Sucede que, como rescate a la fugacidad de los que alzan la voz justo antes de que les bajen el telón, las revoluciones genealogizan sus precursores, figuras a menudo pulverizadas por esa misma fuerza que han desencadenado y que quedan reducidas a esa otra exigencia de los revolucionados: el martirologio. Así se buscó hacer de Elvis -quien cuando la gran explosión del rock and roll estaba exiliado en Las Vegas, cantando como un canario obeso y patilludo- un mártir de su manager, el Coronel Parker.

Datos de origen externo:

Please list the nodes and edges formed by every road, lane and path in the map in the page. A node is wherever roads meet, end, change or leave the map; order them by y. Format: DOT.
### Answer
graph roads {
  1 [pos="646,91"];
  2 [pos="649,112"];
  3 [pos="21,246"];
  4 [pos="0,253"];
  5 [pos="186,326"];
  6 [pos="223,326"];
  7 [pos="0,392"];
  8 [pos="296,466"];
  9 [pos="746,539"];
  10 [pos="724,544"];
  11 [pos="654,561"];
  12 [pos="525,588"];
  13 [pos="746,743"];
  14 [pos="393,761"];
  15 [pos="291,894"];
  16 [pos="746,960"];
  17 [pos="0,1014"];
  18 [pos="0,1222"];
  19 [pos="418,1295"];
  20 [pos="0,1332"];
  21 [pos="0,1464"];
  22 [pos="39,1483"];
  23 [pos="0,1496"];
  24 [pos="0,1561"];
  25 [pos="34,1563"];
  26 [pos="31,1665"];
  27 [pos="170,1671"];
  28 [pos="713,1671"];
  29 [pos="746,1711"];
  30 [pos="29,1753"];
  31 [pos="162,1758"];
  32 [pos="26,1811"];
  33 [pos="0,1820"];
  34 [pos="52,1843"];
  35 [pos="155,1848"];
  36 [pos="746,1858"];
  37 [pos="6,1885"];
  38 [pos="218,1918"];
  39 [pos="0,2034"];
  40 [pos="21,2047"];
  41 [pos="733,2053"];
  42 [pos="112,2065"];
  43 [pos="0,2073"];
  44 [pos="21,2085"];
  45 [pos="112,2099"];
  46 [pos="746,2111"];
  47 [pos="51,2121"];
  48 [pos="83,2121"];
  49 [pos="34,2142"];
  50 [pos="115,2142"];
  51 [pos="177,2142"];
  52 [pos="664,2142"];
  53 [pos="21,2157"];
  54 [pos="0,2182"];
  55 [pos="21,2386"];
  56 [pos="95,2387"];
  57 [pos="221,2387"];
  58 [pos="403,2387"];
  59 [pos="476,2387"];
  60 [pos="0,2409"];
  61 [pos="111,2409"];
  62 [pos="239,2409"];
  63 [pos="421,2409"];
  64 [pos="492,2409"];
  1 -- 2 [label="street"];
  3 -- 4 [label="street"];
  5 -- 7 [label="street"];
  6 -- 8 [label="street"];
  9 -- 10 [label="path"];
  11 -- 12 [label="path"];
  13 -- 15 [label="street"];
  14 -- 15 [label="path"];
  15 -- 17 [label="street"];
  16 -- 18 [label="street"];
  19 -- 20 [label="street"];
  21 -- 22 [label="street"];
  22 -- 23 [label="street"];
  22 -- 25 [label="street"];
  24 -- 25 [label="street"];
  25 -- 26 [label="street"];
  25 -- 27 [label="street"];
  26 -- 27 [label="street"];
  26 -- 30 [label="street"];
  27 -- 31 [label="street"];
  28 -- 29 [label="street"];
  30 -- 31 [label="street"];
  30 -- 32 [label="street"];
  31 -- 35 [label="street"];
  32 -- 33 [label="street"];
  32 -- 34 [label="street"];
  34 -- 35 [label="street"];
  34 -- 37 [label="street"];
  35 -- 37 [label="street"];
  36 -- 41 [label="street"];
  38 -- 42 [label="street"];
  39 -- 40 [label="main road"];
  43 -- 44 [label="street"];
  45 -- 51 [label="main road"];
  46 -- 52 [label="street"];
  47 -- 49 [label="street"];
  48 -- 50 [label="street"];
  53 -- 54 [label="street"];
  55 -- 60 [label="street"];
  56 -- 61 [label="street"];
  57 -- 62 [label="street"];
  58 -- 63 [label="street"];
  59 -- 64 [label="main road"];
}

Pero como ni los martirologios ni las revoluciones son el arte, lo cierto es que, como artista, Elvis nunca fue más grande que allí, cuando hinchaba los flecos del pecho para delicia de señoras platinadas y se retiraba, embalsamado en su propia leyenda, sin gritar Revolution sino Glory, glory aleluya.

En algunos de esos viejos recitales se puede percibir que estaba tocado por el ángel -del arte-: en ellos se hace visible que Elvis cantará un poco más pero que, fatalmente, habrá de aniquilarse. No en vano -a despecho de cualquier periodización historiográfica- la imagen de Elvis que perduró y que reiteran como apóstoles vencidos miríadas de imitadores fue la de su ocaso público (la de su esplendor artístico).

De todos modos, es preciso consignar que la del mártir es una figura benévola ya que, como se sabe, los revolucionarios modernos acuñaron otra moneda para aquellos que carecen de conciencia revolucionaria: el lumpen, aquel por definición traidor a las expectativas de los que revolucionan. Pero, por el contrario, se podría pensar que se necesita una buena dosis de lumpenaje -o de falta de conciencia revolucionaria- para desencadenar grandes fenómenos culturales. Seductor al respecto -para seguir con la música popular- el ejemplo de Gardel, semitraicionando el tango-canción que había inventado, solicitando un banquito para subirse a un caballo y mentirse gaucho, abandonando el gacho por la robe de chambre y arrabaleando desde Broadway sus rubias de New York.

En último término, es dable balbucear aquí un ocasional elogio de la traición: el artista, por devoradora fidelidad hacia su propio arte, suele ser traidor hacia su entorno, hacia lo que esperan de él, hacia lo que otros le exigen. Es revolucionario a pesar de sí, sencillamente porque escribió, cantó, compuso o pintó lo que debía escribir, cantar componer o pintar. El resto son crónicas.

* Publicado originalmente en Insomnia, separata cultural de la revista Posdata.